Restate the listing below word for word, and leave its pictures behind.

---*---

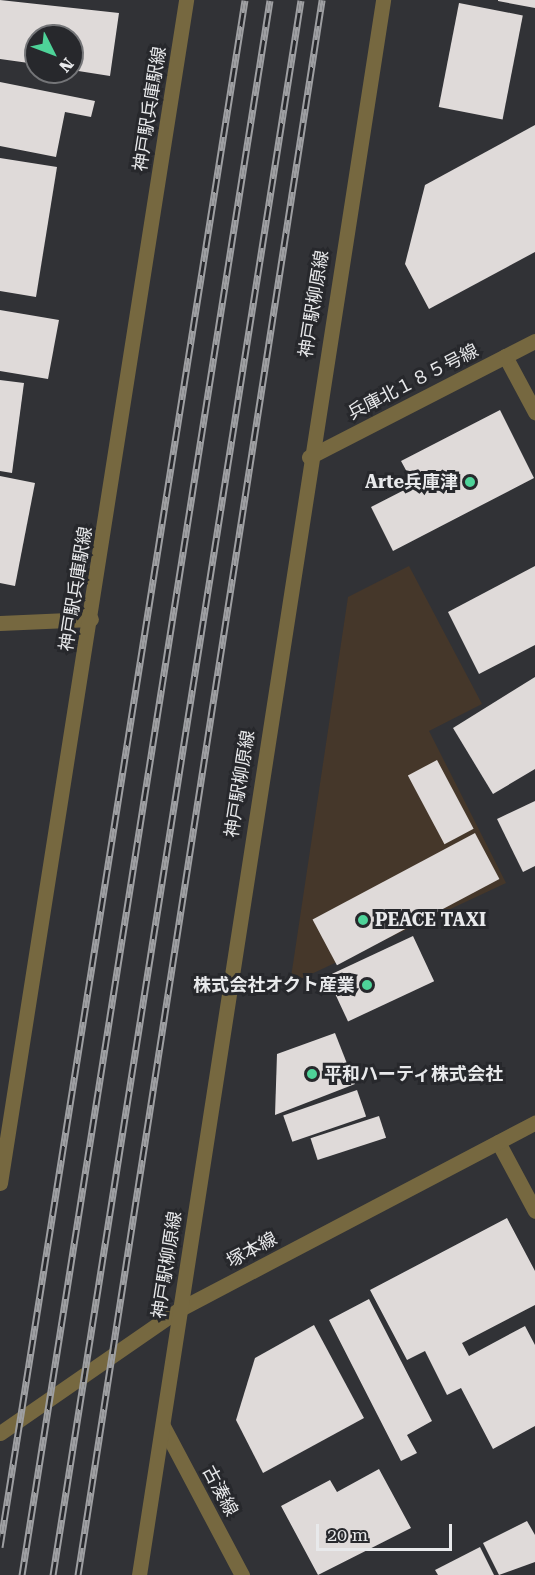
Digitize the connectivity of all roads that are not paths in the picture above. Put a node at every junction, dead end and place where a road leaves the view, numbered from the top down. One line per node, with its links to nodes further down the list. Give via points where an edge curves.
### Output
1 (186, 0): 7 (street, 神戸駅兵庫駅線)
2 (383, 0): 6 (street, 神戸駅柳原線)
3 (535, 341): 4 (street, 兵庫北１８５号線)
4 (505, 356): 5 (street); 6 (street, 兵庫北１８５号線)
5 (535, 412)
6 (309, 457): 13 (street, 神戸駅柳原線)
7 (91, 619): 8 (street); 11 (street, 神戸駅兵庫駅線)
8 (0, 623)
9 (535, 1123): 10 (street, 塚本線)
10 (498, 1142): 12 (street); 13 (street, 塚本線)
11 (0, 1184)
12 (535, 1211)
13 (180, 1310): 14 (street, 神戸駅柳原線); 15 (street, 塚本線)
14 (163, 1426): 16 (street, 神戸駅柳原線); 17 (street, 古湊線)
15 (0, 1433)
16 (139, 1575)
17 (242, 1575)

---*---

• Solution:
Digitize the connectivity of all roads that are not paths in the picture above. Put a node at every junction, dead end and place where a road leaves the view, numbered from the top down. One line per node, with its links to nodes further down the list. Give via points where an edge curves.
### Output
1 (186, 0): 7 (street, 神戸駅兵庫駅線)
2 (383, 0): 6 (street, 神戸駅柳原線)
3 (535, 341): 4 (street, 兵庫北１８５号線)
4 (505, 356): 5 (street); 6 (street, 兵庫北１８５号線)
5 (535, 412)
6 (309, 457): 13 (street, 神戸駅柳原線)
7 (91, 619): 8 (street); 11 (street, 神戸駅兵庫駅線)
8 (0, 623)
9 (535, 1123): 10 (street, 塚本線)
10 (498, 1142): 12 (street); 13 (street, 塚本線)
11 (0, 1184)
12 (535, 1211)
13 (180, 1310): 14 (street, 神戸駅柳原線); 15 (street, 塚本線)
14 (163, 1426): 16 (street, 神戸駅柳原線); 17 (street, 古湊線)
15 (0, 1433)
16 (139, 1575)
17 (242, 1575)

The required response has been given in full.